▶ [Activity]:
Below are some records; output all of them exactly.

▶ [Collected data]:

───

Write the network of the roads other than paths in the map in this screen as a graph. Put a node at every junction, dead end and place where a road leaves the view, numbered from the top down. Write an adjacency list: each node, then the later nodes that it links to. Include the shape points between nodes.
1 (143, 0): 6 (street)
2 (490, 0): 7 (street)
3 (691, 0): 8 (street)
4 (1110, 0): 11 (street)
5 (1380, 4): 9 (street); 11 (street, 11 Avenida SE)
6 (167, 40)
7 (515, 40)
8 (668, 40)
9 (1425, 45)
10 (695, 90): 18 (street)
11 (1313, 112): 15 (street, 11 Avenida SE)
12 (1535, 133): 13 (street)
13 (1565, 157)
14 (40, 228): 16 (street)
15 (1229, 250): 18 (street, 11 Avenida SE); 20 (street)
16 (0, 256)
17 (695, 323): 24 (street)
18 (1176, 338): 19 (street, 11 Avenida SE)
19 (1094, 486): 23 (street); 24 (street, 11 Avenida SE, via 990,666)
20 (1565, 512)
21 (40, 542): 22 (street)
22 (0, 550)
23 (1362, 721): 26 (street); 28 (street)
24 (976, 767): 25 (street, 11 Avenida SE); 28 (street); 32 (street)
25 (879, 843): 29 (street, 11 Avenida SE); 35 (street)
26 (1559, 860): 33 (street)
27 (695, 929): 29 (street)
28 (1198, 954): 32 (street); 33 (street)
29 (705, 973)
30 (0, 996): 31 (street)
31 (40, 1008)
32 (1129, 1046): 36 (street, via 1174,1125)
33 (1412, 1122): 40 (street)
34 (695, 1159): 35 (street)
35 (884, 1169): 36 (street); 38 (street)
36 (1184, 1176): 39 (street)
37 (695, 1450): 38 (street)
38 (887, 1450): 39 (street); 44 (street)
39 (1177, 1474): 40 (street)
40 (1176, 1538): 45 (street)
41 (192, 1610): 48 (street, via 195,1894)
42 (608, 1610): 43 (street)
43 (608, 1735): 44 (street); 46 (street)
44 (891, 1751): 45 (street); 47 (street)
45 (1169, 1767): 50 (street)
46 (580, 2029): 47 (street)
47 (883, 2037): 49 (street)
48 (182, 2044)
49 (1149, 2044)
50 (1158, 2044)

───

▶ [Solved problem]:
Write the network of the roads other than paths in the map in this screen as a graph. Put a node at every junction, dead end and place where a road leaves the view, numbered from the top down. Write an adjacency list: each node, then the later nodes that it links to. Include the shape points between nodes.
1 (143, 0): 6 (street)
2 (490, 0): 7 (street)
3 (691, 0): 8 (street)
4 (1110, 0): 11 (street)
5 (1380, 4): 9 (street); 11 (street, 11 Avenida SE)
6 (167, 40)
7 (515, 40)
8 (668, 40)
9 (1425, 45)
10 (695, 90): 18 (street)
11 (1313, 112): 15 (street, 11 Avenida SE)
12 (1535, 133): 13 (street)
13 (1565, 157)
14 (40, 228): 16 (street)
15 (1229, 250): 18 (street, 11 Avenida SE); 20 (street)
16 (0, 256)
17 (695, 323): 24 (street)
18 (1176, 338): 19 (street, 11 Avenida SE)
19 (1094, 486): 23 (street); 24 (street, 11 Avenida SE, via 990,666)
20 (1565, 512)
21 (40, 542): 22 (street)
22 (0, 550)
23 (1362, 721): 26 (street); 28 (street)
24 (976, 767): 25 (street, 11 Avenida SE); 28 (street); 32 (street)
25 (879, 843): 29 (street, 11 Avenida SE); 35 (street)
26 (1559, 860): 33 (street)
27 (695, 929): 29 (street)
28 (1198, 954): 32 (street); 33 (street)
29 (705, 973)
30 (0, 996): 31 (street)
31 (40, 1008)
32 (1129, 1046): 36 (street, via 1174,1125)
33 (1412, 1122): 40 (street)
34 (695, 1159): 35 (street)
35 (884, 1169): 36 (street); 38 (street)
36 (1184, 1176): 39 (street)
37 (695, 1450): 38 (street)
38 (887, 1450): 39 (street); 44 (street)
39 (1177, 1474): 40 (street)
40 (1176, 1538): 45 (street)
41 (192, 1610): 48 (street, via 195,1894)
42 (608, 1610): 43 (street)
43 (608, 1735): 44 (street); 46 (street)
44 (891, 1751): 45 (street); 47 (street)
45 (1169, 1767): 50 (street)
46 (580, 2029): 47 (street)
47 (883, 2037): 49 (street)
48 (182, 2044)
49 (1149, 2044)
50 (1158, 2044)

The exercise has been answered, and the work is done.